▶ [Aim of the task]:
Copy out all lines of the records in which the word "lane" appears.

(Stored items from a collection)
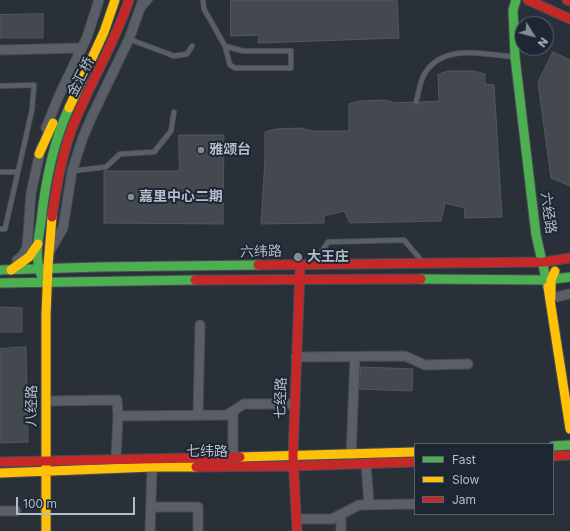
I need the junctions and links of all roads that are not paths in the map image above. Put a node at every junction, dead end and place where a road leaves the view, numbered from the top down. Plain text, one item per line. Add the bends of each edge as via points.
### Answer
1 (99, 0) edge
2 (115, 0) edge
3 (129, 0) edge
4 (143, 0) edge
5 (150, 0) edge
6 (203, 0) edge
7 (516, 0) edge
8 (528, 0) edge
9 (567, 0) edge
10 (570, 2) edge
11 (140, 10) junction
12 (570, 18) edge
13 (129, 39) junction
14 (192, 46) dead end
15 (225, 46) junction
16 (82, 48) junction
17 (0, 50) edge
18 (515, 58) junction
19 (0, 86) edge
20 (416, 102) dead end
21 (174, 112) dead end
22 (51, 139) junction
23 (39, 154) junction
24 (60, 168) joint
25 (72, 171) junction
26 (0, 172) edge
27 (17, 172) junction
28 (0, 229) edge
29 (38, 244) junction
30 (50, 250) junction
31 (570, 259) edge
32 (544, 262) junction
33 (424, 263) junction
34 (300, 265) junction
35 (312, 265) junction
36 (38, 268) junction
37 (49, 268) junction
38 (0, 269) edge
39 (11, 270) junction
40 (570, 277) edge
41 (299, 279) junction
42 (549, 280) junction
43 (48, 282) junction
44 (0, 283) edge
45 (570, 294) edge
46 (551, 298) junction
47 (200, 325) dead end
48 (296, 357) junction
49 (355, 357) junction
50 (468, 364) dead end
51 (568, 395) edge
52 (46, 401) junction
53 (294, 404) junction
54 (233, 411) junction
55 (198, 415) junction
56 (118, 416) junction
57 (570, 429) edge
58 (570, 445) edge
59 (554, 446) edge
60 (414, 452) edge
61 (570, 454) edge
62 (352, 455) junction
63 (233, 456) junction
64 (293, 456) junction
65 (554, 456) edge
66 (116, 458) junction
67 (45, 460) junction
68 (0, 462) edge
69 (414, 462) edge
70 (366, 464) junction
71 (152, 466) junction
72 (294, 466) junction
73 (45, 471) junction
74 (0, 473) edge
75 (414, 504) edge
76 (369, 505) junction
77 (151, 507) junction
78 (0, 511) edge
79 (16, 512) dead end
80 (341, 514) junction
81 (296, 519) junction
82 (46, 531) edge
83 (150, 531) edge
84 (198, 531) edge
85 (297, 531) edge
86 (341, 531) edge

1 - 16 street
2 - 22 main road, 金汇桥 via 91,61
3 - 24 main road, 金汇桥 via 117,34 75,120
4 - 11 street
5 - 11 lane
6 - 15 lane via 204,9
7 - 18 main road, 六经路
8 - 12 main road
9 - 10 main road
11 - 13 street
13 - 14 lane via 174,56 186,54
13 - 25 street via 83,137
15 - 15 lane via 230,65 235,68 291,68 291,50 243,51
16 - 17 street
16 - 23 street via 58,98
18 - 20 lane via 464,52 450,54 435,61 424,74
18 - 32 main road, 六经路 via 536,235
19 - 27 lane via 34,85 32,110
21 - 25 lane via 171,131 154,152 120,154 106,167
22 - 23 main road
22 - 29 main road
23 - 38 street via 31,193 26,248 15,262
24 - 30 main road, 八经路
25 - 30 street via 63,228
26 - 27 lane
27 - 28 lane via 5,229
29 - 36 main road
29 - 39 main road via 28,257
30 - 37 main road, 八经路
31 - 32 main road, 六纬路
31 - 42 main road via 557,268
32 - 33 main road, 六纬路
32 - 42 main road, 六经路
33 - 35 main road, 六纬路
33 - 35 lane via 404,240 328,242
34 - 35 main road, 六纬路
34 - 37 main road, 六纬路
34 - 41 main road, 七经路
36 - 37 main road, 六纬路
36 - 39 main road, 六纬路
36 - 43 main road via 40,275
37 - 43 main road, 八经路
38 - 39 main road, 六纬路
40 - 42 main road, 六纬路
41 - 42 main road, 六纬路
41 - 43 main road, 六纬路
41 - 48 main road, 七经路
42 - 46 main road, 六经路
43 - 44 main road, 六纬路
43 - 52 main road, 八经路
45 - 46 street
46 - 51 main road, 六经路
47 - 55 street
48 - 49 street
48 - 53 main road, 七经路
49 - 50 street via 405,356 425,365
49 - 62 street
51 - 57 main road, 六经路
52 - 56 street via 117,400
52 - 67 main road, 八经路
53 - 54 street via 244,404
53 - 64 main road, 七经路
54 - 55 street via 227,415
54 - 63 street
55 - 56 street
56 - 66 street
58 - 59 main road
60 - 62 main road, 七纬路
61 - 65 main road
62 - 64 main road, 七纬路
63 - 64 main road, 七纬路
63 - 66 main road, 七纬路
64 - 72 main road, 七经路
66 - 67 main road, 七纬路
67 - 68 main road, 七纬路
67 - 73 main road, 八经路
69 - 70 main road, 七纬路
70 - 72 main road, 七纬路
70 - 76 street
71 - 72 main road, 七纬路
71 - 73 main road, 七纬路
71 - 77 street
72 - 81 main road, 七经路
73 - 74 main road, 七纬路
73 - 82 main road, 八经路
75 - 76 street
76 - 80 street via 359,505
77 - 83 street
77 - 84 street via 198,507
78 - 79 street
80 - 81 street via 332,519
80 - 86 street
81 - 85 main road, 七经路

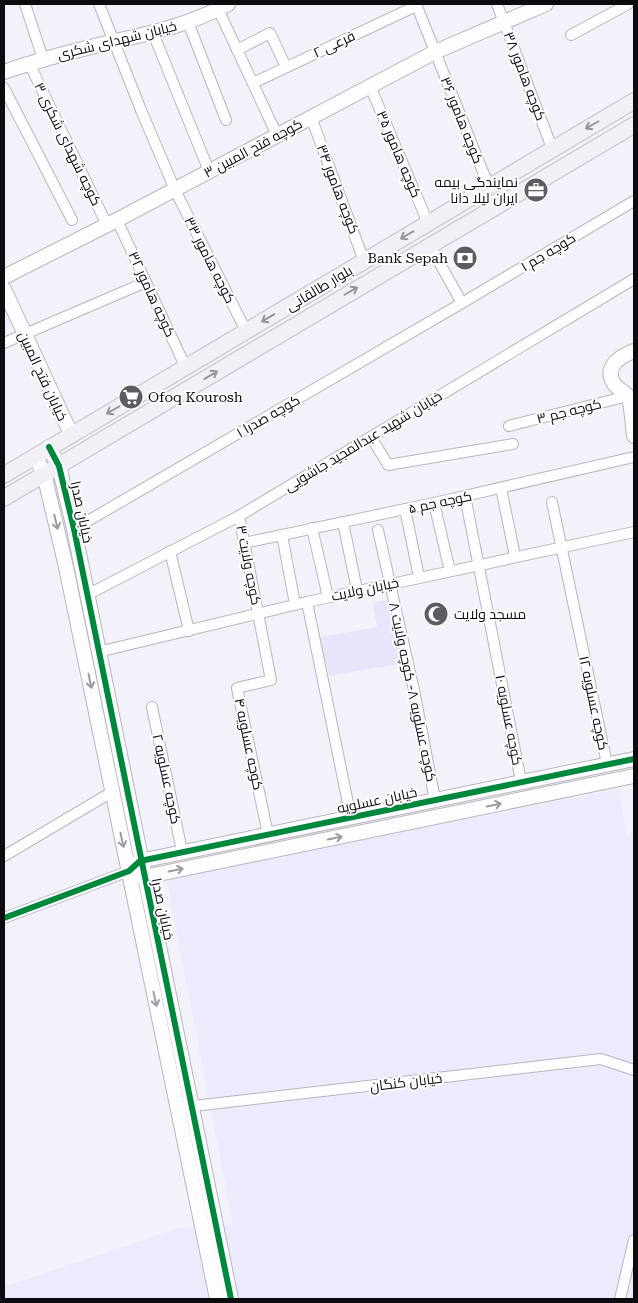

▶ [Problem solution]:
5 - 11 lane
6 - 15 lane via 204,9
13 - 14 lane via 174,56 186,54
15 - 15 lane via 230,65 235,68 291,68 291,50 243,51
18 - 20 lane via 464,52 450,54 435,61 424,74
19 - 27 lane via 34,85 32,110
21 - 25 lane via 171,131 154,152 120,154 106,167
26 - 27 lane
27 - 28 lane via 5,229
33 - 35 lane via 404,240 328,242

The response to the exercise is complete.